For me, the cost of a professional and the work involved would be well worth the not having to "not visit" or always keep the dogs separated.


----------



## 3GSD4IPO (Jun 8, 2016)

There is another option.. board your dog or get a pet sitter for your dog and not bring your dog on these visits.


----------



## Toedtoes (Sep 25, 2021)

True. In this case, I would do a pet sitter rather than boarding. If the dog is anxious in a mult-dog setting , a boarding facility could very easily make it worse. And while the dogs are (should under all circumstances) separate, often it is by a chain link fence - which allows the dogs to see each other which can again increase the anxiety, especially during feeding.


----------



## 3GSD4IPO (Jun 8, 2016)

A good boarding facility will have half height "fight barriers" along part of the kennel runs (usually the inside part of the run) so the dog can escape the multi fog kennel environment and eat food w/o seeing other dogs. 

Every puppy I get I board at a good kennel when they are 6 months old just to show them this. It gives the dog that experience should "something" happen (natural disaster, escape and picked up by animal control etc.) and they end up in that situation. Because I come get them at the end it also shows them I will be back.


----------



## Khecha Wacipi (Oct 10, 2021)

3GSD4IPO said:


> A good boarding facility will have half height "fight barriers" along part of the kennel runs (usually the inside part of the run) so the dog can escape the multi fog kennel environment and eat food w/o seeing other dogs.
> 
> Every puppy I get I board at a good kennel when they are 6 months old just to show them this. It gives the dog that experience should "something" happen (natural disaster, escape and picked up by animal control etc.) and they end up in that situation. Because I come get them at the end it also shows them I will be back.

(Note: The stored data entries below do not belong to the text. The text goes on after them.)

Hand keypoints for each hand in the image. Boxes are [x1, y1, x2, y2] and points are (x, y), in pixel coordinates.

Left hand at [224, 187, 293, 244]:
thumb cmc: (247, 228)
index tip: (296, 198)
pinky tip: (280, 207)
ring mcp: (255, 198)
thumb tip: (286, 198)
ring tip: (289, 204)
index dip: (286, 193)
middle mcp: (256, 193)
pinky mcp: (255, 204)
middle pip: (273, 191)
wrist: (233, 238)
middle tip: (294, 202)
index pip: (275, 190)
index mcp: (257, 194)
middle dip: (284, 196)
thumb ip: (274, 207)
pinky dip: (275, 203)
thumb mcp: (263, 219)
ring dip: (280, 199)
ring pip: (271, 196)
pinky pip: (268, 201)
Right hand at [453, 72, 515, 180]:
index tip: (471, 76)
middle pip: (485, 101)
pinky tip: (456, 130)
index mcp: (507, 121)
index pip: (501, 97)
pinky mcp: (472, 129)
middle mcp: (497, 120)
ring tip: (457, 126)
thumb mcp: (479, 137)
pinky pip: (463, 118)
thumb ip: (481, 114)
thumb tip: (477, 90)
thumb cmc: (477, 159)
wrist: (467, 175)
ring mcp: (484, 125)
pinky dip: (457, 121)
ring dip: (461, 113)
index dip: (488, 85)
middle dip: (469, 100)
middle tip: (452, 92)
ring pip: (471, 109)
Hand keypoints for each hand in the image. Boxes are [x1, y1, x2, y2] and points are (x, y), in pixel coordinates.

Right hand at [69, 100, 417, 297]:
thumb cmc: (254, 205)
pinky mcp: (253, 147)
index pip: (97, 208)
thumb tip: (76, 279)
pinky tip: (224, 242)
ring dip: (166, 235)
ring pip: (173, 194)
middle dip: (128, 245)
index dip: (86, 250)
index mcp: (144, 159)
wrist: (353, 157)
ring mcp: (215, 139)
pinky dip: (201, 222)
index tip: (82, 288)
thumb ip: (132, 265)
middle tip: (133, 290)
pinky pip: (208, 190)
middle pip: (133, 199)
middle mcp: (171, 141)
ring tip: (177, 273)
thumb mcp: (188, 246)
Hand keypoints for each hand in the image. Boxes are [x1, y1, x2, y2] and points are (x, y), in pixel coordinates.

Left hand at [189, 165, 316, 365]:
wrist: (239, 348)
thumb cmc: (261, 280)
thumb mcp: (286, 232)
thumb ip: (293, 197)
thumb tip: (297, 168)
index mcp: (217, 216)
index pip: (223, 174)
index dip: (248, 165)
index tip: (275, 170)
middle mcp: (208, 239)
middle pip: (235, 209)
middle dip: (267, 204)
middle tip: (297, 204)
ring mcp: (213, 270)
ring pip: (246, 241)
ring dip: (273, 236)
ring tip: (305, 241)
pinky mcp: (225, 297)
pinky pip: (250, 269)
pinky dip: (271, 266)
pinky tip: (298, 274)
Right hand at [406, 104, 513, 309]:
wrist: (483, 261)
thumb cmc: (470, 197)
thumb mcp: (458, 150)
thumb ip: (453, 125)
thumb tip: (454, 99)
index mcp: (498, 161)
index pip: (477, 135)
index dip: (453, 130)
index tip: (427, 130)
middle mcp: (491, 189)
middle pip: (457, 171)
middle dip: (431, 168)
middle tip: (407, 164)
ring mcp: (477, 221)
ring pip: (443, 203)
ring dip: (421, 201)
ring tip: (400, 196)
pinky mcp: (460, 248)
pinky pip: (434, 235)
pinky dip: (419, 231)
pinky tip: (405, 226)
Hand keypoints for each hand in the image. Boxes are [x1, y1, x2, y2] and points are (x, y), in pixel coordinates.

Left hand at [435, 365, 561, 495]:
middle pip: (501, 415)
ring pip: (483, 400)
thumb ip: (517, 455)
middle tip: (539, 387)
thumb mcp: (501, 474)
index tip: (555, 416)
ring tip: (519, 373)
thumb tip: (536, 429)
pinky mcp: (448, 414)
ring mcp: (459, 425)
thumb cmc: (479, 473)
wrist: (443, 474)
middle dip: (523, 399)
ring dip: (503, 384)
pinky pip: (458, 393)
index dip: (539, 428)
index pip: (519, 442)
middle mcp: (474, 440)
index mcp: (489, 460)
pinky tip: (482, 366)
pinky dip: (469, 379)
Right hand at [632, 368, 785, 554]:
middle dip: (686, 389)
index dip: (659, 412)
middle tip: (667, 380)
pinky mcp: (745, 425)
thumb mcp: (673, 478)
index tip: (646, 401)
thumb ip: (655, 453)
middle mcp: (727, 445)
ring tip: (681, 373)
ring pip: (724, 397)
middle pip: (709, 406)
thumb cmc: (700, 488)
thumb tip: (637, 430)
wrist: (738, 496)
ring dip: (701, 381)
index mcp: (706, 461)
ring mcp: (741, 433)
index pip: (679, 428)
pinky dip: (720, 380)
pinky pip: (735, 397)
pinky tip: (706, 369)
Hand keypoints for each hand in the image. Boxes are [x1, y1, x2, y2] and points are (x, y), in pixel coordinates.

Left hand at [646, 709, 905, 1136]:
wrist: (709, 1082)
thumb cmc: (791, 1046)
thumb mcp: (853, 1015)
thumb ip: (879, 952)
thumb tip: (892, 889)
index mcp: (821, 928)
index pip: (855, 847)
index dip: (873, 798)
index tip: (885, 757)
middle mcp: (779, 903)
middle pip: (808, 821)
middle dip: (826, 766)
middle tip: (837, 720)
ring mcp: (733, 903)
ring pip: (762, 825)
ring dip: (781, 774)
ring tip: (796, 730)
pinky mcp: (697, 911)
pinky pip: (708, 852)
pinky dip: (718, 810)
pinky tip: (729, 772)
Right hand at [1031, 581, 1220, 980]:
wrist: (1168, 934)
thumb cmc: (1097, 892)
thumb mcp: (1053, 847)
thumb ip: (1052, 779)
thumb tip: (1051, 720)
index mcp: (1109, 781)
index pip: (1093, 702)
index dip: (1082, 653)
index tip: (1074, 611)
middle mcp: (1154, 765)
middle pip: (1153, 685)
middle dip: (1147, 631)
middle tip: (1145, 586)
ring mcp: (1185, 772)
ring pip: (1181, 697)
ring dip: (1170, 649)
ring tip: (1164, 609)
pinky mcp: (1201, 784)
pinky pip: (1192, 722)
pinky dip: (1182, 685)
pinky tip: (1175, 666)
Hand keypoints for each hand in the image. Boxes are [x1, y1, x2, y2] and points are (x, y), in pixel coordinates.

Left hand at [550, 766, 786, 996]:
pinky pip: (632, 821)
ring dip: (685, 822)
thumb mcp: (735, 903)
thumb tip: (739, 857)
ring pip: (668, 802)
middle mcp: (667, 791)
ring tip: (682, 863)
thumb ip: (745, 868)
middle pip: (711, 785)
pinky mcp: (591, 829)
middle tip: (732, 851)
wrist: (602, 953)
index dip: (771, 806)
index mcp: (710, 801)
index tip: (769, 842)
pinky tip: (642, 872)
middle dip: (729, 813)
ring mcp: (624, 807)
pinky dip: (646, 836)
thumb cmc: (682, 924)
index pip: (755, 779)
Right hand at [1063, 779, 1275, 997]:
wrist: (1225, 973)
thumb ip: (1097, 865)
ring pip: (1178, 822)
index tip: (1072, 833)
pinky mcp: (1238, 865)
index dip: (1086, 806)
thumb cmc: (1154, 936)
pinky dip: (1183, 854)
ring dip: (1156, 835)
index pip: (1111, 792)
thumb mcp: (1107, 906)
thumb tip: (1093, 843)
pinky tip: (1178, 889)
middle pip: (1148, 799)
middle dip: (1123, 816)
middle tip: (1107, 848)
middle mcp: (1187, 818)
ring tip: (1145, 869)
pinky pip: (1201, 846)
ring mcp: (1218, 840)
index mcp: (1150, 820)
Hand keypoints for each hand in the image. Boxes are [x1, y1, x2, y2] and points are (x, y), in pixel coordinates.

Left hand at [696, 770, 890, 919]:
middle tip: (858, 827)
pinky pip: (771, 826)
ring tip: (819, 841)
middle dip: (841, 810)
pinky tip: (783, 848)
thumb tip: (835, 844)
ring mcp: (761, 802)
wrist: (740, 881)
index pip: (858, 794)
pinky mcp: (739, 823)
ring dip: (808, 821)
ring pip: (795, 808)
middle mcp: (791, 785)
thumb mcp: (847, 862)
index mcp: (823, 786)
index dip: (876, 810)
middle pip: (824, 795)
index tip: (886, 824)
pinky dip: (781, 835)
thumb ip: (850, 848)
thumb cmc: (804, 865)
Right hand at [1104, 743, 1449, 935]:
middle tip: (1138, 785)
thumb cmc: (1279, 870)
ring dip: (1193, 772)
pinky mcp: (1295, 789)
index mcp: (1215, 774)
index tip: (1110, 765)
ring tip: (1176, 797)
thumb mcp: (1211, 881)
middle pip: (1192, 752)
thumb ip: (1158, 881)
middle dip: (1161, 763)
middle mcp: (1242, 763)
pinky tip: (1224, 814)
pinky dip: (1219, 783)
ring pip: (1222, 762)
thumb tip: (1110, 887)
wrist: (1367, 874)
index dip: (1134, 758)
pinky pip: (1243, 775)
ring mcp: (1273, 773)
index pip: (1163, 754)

I like your reasoning on this, but I also question it. This would work if the emergency came soon after the initial boarding and the dog was boarded in the same facility. But since dogs do not generalize well, if it were a different facility (something over which you might not have control) then I don't think it would make much difference. Or, if the dog were boarded at age one and then needed to be boarded again 7 years later, would the dog remember, even if it were in the same facility.
Do you have experience with these scenarios? I am only curious. As I say, the concept is good, just like exposing puppies to different things. But does it work in real life?


----------



## 3GSD4IPO (Jun 8, 2016)

Khecha Wacipi said:


> I like your reasoning on this, but I also question it. This would work if the emergency came soon after the initial boarding and the dog was boarded in the same facility. But since dogs do not generalize well, if it were a different facility (something over which you might not have control) then I don't think it would make much difference. Or, if the dog were boarded at age one and then needed to be boarded again 7 years later, would the dog remember, even if it were in the same facility.
> Do you have experience with these scenarios? I am only curious. As I say, the concept is good, just like exposing puppies to different things. But does it work in real life?


It has worked for me. There were two kennels I used. One was smaller than the other. The larger one had "fight barriers" or "privacy panels." The large place would take a bitch in heat (they bred and showed conformation in AKC). The smaller place also bred and had working Border Collies and sheep. 

A THIRD place was the breeder of my current dog.

All my dogs were at one of these for 3 days at around 6 months old. The net result is they were GREAT when they had to be boarded later in life for a variety of reasons. 

One dog was a very nervy Show Line GSD. One was a working line bitch who had a bit more defense drive than is ideal. The third was my current dog who is the poster child for confident and clear with a lot of drive, but in balance. 

When my current dog had to be boarded while I recovered from hip replacement he was at his breeder. She takes dogs out and walks them AND adds in some training. She sent videos. He had the best time (especially the protection work!). 

We have gone back there several times to train. He is always excited to be there. He recognizes his breeder. His littermates are also often there as well.. they all look at each other like "You look strangely familiar." A VERY good breeder and a very special place. 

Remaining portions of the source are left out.